The interaction of nitric oxide with distinct hemoglobins differentially amplifies endothelial heme uptake and heme oxygenase-1 expression.

Heme is a strong inducer and substrate of the stress protein heme oxygenase-1 (HO-1), which produces carbon monoxide, iron, and bilirubin. We have reported recently that nitric oxide (NO) augments the incorporation of free hemin in endothelial cells, resulting in amplified HO-1 expression and production of bilirubin. Here, we extend our studies by showing that both NO+ and NO- donors interacted with reduced (HbA0) or oxidized (metHb) hemoglobin, as well as hemoglobin from sickle cell disease (HbS), to strongly magnify HO-1, with a pattern of induction dependent on the oxidation state of the hemoglobin used.
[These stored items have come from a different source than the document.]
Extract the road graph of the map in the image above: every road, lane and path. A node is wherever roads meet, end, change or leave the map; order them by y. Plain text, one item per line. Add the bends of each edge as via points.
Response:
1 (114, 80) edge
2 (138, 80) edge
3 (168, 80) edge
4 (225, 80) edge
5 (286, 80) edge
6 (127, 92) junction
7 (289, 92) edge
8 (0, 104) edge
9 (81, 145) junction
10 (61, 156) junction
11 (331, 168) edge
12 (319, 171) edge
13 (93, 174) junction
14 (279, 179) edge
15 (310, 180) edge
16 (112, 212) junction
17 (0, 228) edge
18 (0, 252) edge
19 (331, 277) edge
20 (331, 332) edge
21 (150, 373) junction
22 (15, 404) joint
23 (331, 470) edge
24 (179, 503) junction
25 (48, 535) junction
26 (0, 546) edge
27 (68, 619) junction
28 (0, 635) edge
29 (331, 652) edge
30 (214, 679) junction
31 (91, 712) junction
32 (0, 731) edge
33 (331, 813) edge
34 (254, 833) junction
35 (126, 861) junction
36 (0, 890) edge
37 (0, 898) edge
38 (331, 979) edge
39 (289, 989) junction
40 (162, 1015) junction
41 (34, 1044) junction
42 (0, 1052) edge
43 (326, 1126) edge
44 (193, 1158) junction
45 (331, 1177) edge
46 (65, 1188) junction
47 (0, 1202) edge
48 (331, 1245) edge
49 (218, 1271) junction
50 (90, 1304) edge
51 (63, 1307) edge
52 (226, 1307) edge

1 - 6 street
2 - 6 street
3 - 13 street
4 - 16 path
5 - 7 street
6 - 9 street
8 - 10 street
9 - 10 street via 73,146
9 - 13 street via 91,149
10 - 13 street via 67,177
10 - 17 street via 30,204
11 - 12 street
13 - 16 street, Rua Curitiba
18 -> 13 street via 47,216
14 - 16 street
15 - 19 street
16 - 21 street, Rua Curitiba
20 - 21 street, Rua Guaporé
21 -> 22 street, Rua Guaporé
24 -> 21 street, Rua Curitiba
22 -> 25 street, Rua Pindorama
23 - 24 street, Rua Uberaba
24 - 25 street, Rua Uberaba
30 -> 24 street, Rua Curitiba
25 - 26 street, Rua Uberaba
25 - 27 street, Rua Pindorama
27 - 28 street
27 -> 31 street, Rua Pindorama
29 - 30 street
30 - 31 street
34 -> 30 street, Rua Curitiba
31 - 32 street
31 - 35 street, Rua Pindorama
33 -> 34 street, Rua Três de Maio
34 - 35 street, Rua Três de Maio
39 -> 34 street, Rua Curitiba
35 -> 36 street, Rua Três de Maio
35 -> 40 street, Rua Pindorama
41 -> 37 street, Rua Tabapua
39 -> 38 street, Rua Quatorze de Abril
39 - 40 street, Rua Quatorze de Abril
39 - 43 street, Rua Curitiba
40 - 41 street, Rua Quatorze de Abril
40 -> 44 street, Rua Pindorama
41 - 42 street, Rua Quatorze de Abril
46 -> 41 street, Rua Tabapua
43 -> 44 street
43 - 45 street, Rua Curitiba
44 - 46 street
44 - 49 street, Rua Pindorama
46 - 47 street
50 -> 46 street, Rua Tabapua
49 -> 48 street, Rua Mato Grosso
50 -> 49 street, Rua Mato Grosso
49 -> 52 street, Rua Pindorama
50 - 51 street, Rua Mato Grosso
A corresponding enhancement of endothelial heme uptake was observed following exposure of HbA0 or HbS to the NO donors, which also increased the uptake of free hemin. We postulated that this effect may be caused by formation of heme-nitrosyl (H-NO) complexes, and indeed endothelial cells exposed to preformed H-NO showed greater heme incorporation than free hemin. Furthermore, NO donors directly affected the permeability of membranes to free hemin. In conclusion, our data indicate a novel role for NO in the modulation of heme transport and HO-1 induction in endothelial cells, which may be relevant for hematological disorders characterized by disruption of the heme-NO equilibrium.